■ Problem to work on ■
Scan the entries below. Report each line where the string "Mantanpada" occurs.

-------- Data for this task

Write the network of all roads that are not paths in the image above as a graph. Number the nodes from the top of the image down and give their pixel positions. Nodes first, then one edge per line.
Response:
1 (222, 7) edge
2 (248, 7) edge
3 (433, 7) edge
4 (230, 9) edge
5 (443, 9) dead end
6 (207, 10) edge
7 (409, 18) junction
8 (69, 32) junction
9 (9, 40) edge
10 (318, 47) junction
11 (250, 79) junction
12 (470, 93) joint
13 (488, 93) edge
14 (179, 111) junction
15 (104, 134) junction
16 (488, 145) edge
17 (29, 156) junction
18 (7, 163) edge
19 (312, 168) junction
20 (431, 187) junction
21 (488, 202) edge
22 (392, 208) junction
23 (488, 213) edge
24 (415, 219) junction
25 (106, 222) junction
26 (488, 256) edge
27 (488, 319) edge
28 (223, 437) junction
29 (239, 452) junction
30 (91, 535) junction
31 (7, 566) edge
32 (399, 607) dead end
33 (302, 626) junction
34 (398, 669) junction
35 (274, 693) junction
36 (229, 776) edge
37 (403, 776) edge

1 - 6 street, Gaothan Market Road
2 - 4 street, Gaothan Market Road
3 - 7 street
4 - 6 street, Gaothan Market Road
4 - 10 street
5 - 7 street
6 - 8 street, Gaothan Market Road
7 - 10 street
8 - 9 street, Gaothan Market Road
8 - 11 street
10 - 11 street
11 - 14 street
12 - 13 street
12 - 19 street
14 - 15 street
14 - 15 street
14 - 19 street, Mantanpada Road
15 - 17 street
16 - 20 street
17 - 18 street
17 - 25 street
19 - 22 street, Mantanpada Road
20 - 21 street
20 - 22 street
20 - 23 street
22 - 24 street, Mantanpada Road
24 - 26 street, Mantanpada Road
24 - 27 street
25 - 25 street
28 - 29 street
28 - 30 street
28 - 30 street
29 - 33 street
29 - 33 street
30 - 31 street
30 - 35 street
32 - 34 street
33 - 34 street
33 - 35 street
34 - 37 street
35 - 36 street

----------------

■ Exercise response ■
14 - 19 street, Mantanpada Road
19 - 22 street, Mantanpada Road
22 - 24 street, Mantanpada Road
24 - 26 street, Mantanpada Road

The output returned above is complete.